TO DO:
Copy the records that follow exactly as written, but not their pictures.

EXTRACTED ENTRIES:

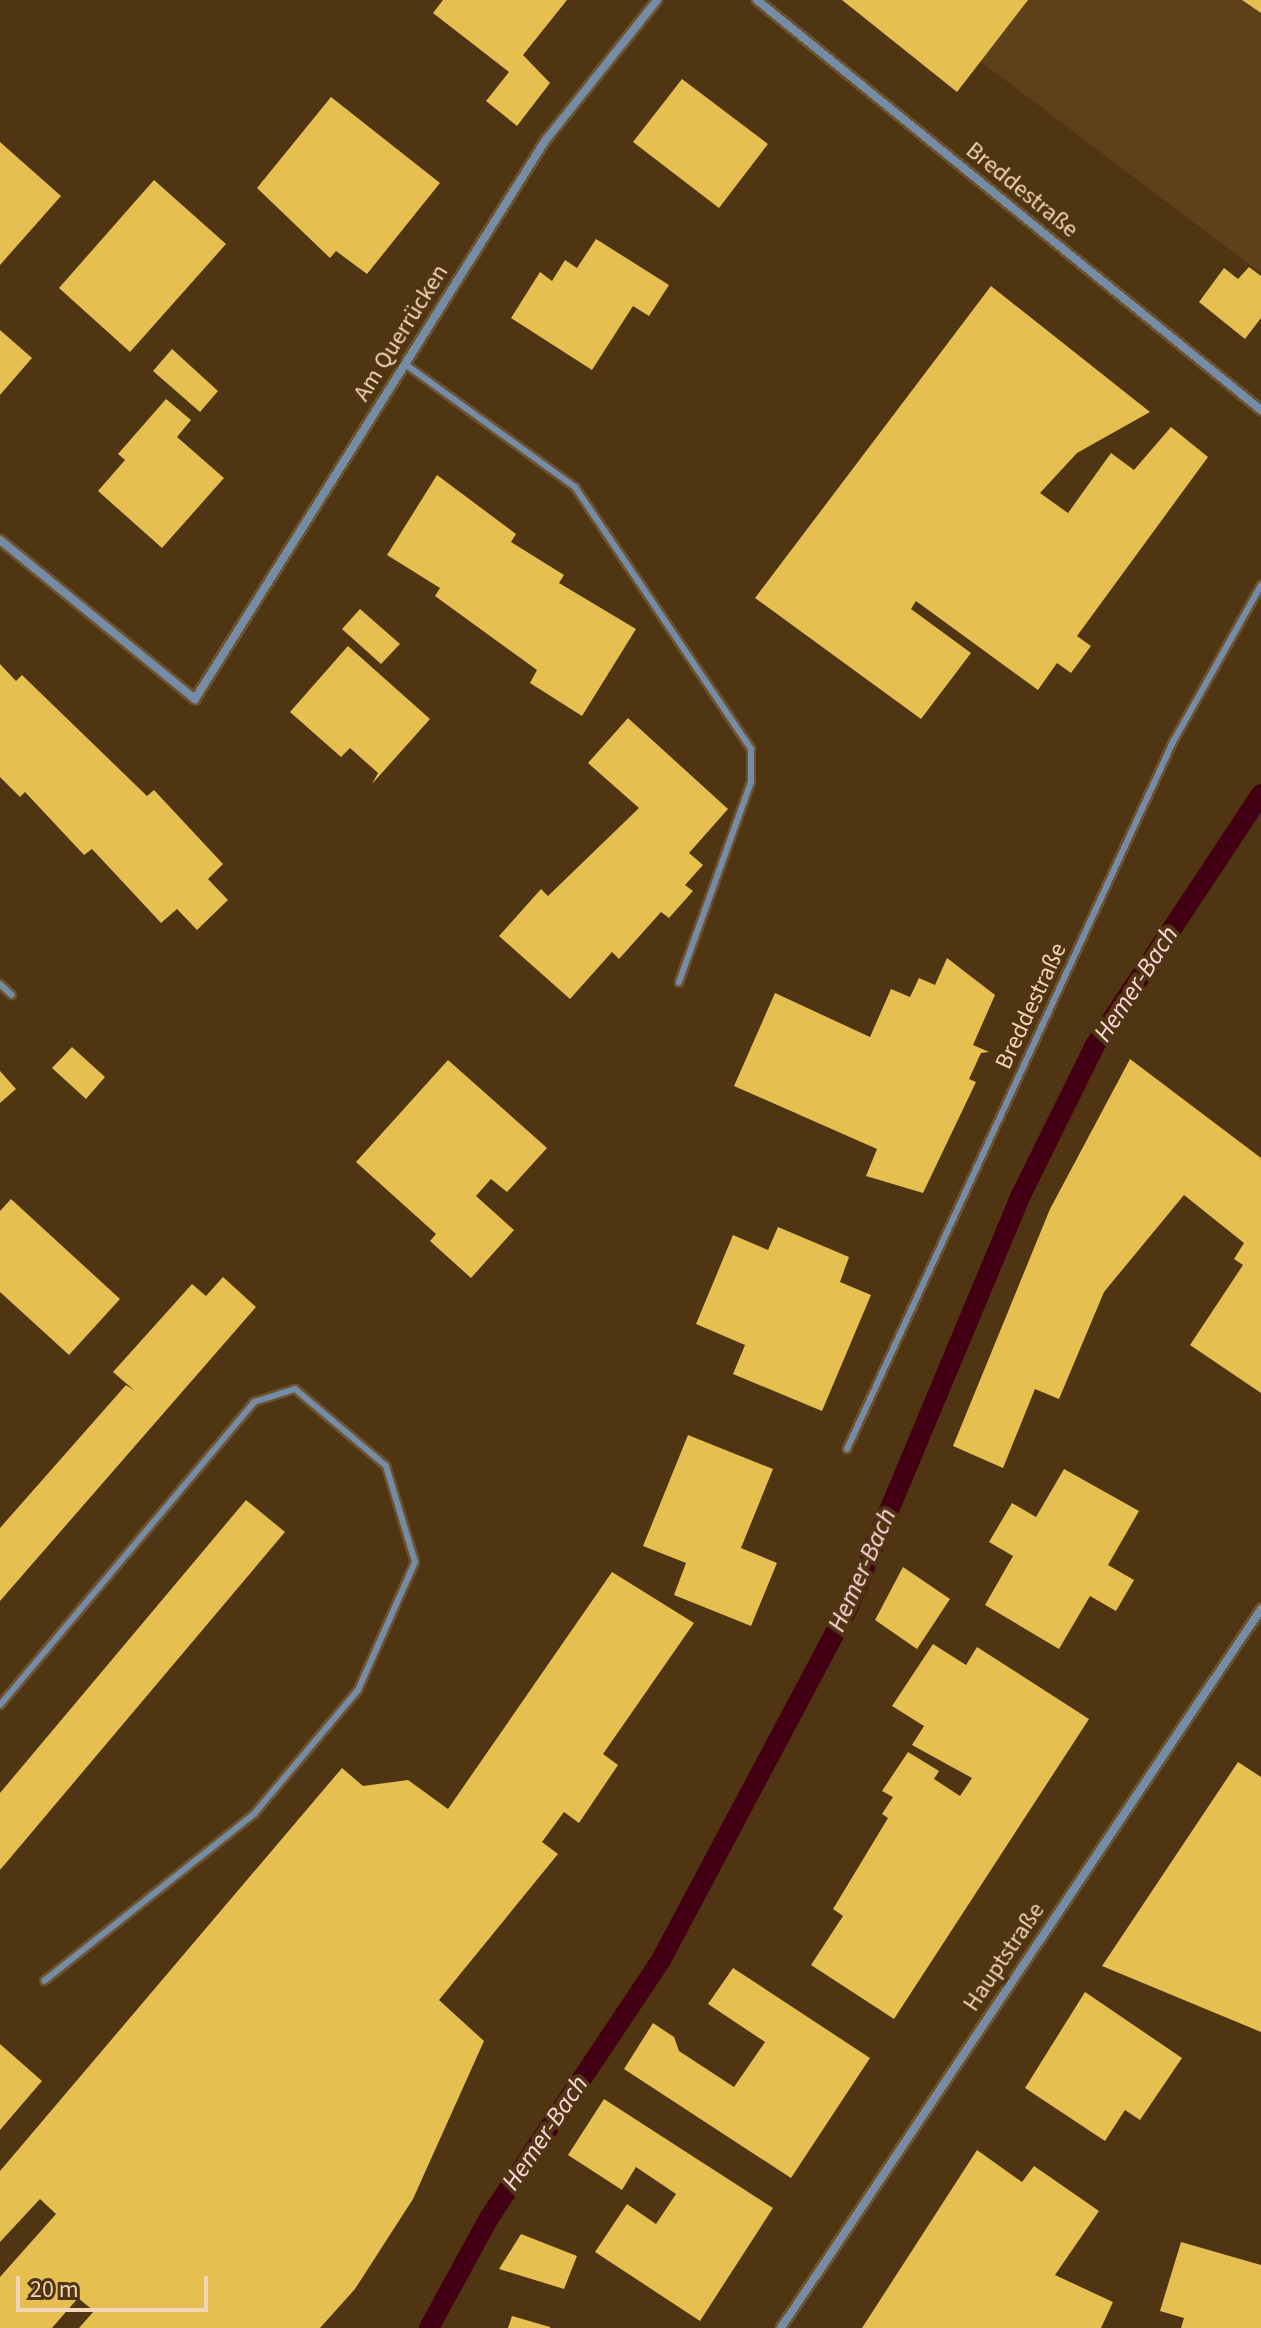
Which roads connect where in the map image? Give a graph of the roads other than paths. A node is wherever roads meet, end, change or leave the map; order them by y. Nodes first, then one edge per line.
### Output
1 (657, 0) edge
2 (757, 0) edge
3 (405, 364) junction
4 (1261, 410) edge
5 (0, 540) edge
6 (1261, 585) edge
7 (679, 982) dead end
8 (0, 984) edge
9 (12, 995) dead end
10 (847, 1449) dead end
11 (1261, 1609) edge
12 (0, 1705) edge
13 (44, 1981) dead end
14 (781, 2328) edge

1 - 3 street, Am Querrücken
2 - 4 street, Breddestraße
3 - 5 street, Am Querrücken
3 - 7 lane
6 - 10 lane, Breddestraße
8 - 9 lane
11 - 14 street, Hauptstraße
12 - 13 lane

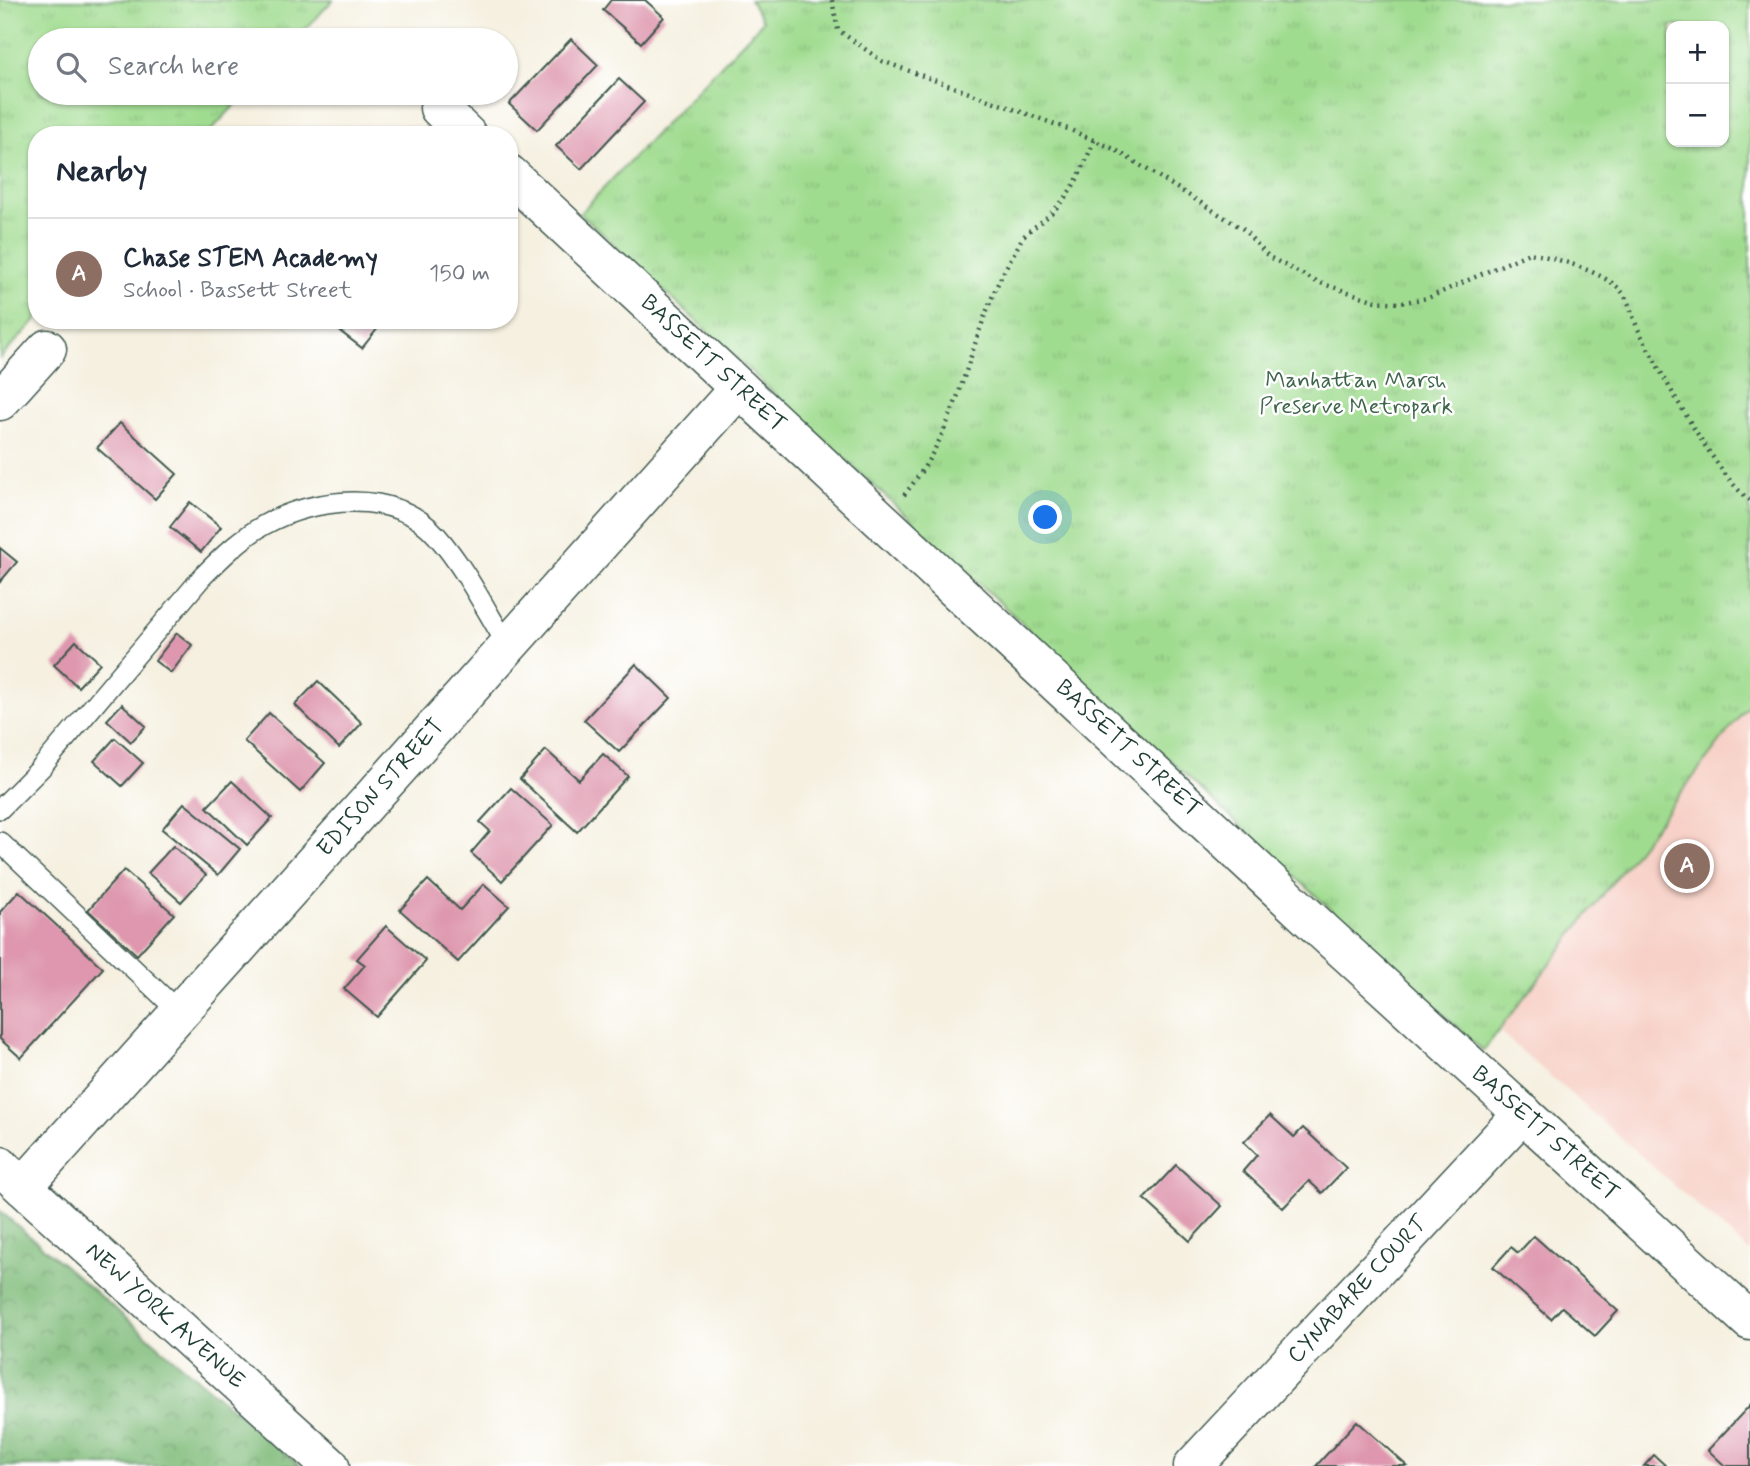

RESULT OF THE TASK:
Which roads connect where in the map image? Give a graph of the roads other than paths. A node is wherever roads meet, end, change or leave the map; order them by y. Nodes first, then one edge per line.
### Output
1 (657, 0) edge
2 (757, 0) edge
3 (405, 364) junction
4 (1261, 410) edge
5 (0, 540) edge
6 (1261, 585) edge
7 (679, 982) dead end
8 (0, 984) edge
9 (12, 995) dead end
10 (847, 1449) dead end
11 (1261, 1609) edge
12 (0, 1705) edge
13 (44, 1981) dead end
14 (781, 2328) edge

1 - 3 street, Am Querrücken
2 - 4 street, Breddestraße
3 - 5 street, Am Querrücken
3 - 7 lane
6 - 10 lane, Breddestraße
8 - 9 lane
11 - 14 street, Hauptstraße
12 - 13 lane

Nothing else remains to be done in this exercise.